While the causes of the disease remained unknown until the 1930s, some suspected that it might have been transmitted through the post. The timing of the outbreak coincided with the Christmas period, a peak time for mail deliveries.
In several instances, postal workers were among the first to be infected with the disease. And the early appearance of the flu in post offices across the country focused attention on the mail as a vector of transmission. In Cheltenham, Newport and Cardiff, postal workers were among the first to be infected with the virus.
In Market Deeping, a small and isolated village in the Cambridgeshire fens, the flu first infected a postal clerk who had travelled to the General Post Office in London. Particularly worrying were cases where people were thought to have contracted the disease after receiving letters through the post.
The suspicion that mail was one of the main ways the illness spread appeared to be confirmed by the very high rate of infection among employees at the General Post Office in London compared with other postal workers.
A report on the first wave of the epidemic by the Local Government Board’s medical advisor, Dr Franklin Parsons, recorded that over a third of all telegraph operators had contracted the illness, though the figure was lower for workers elsewhere in the central headquarters and in other London post offices.
Elsewhere, doctors pointed out that those who actually delivered the mail were less likely to contract the disease than other postal workers, blaming the spread not on contact with the mail but on contagion from those who had already had been infected. Long hours of work in overcrowded offices rather than letters were blamed for the spread of the infection among postal workers.
The high rate of infection among telegraphists was blamed on the very cramped conditions in which they worked and the intensity of the tasks they had to perform. Listening intently for hours to the constant clicking of a telegraph machine was thought to exhaust the nerves and increase susceptibility to the disease.
The long-term effects of the flu epidemic are difficult to assess. At the height of the first wave, it was estimated that 400,000 Londoners were affected – about 10% of the population. The death rate more than doubled as a result.
It also had a longer-term effect on the population.
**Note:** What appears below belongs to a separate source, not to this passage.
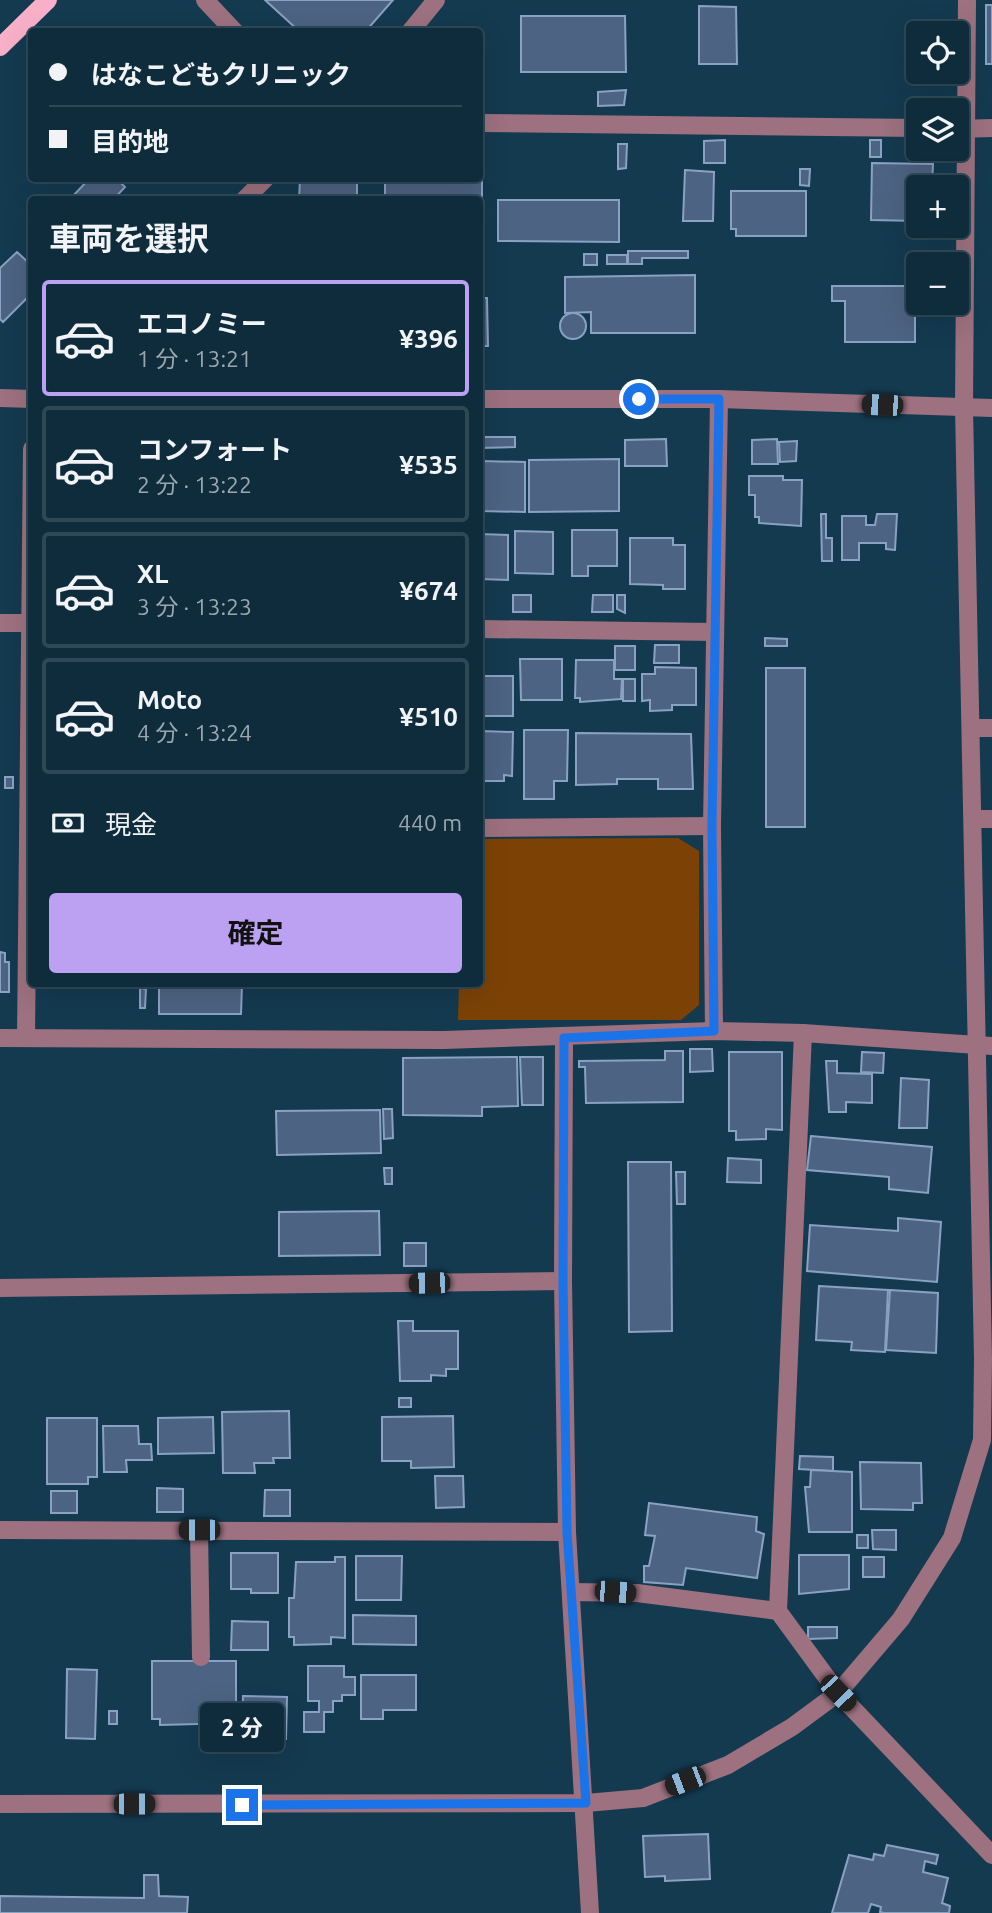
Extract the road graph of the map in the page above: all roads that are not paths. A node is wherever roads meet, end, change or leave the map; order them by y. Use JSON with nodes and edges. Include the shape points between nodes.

Measures of the height of young adults in Scotland in the early 1900s show a dip for those who had been born during the years of the Russian flu, suggesting that the effect of the disease could be transmitted to babies in the womb.
The rapid global spread of disease, the debate about mechanisms of transmission, the lack of diagnostic certainty, doubts about treatment and potential long-term effects are all too familiar as we now struggle to contain a virus that has also spread westwards along global lines of transportation. The age of pandemics brought about as a result of an increasingly interconnected world, which began with the Russian flu in 1889, looks set to continue for many years to come.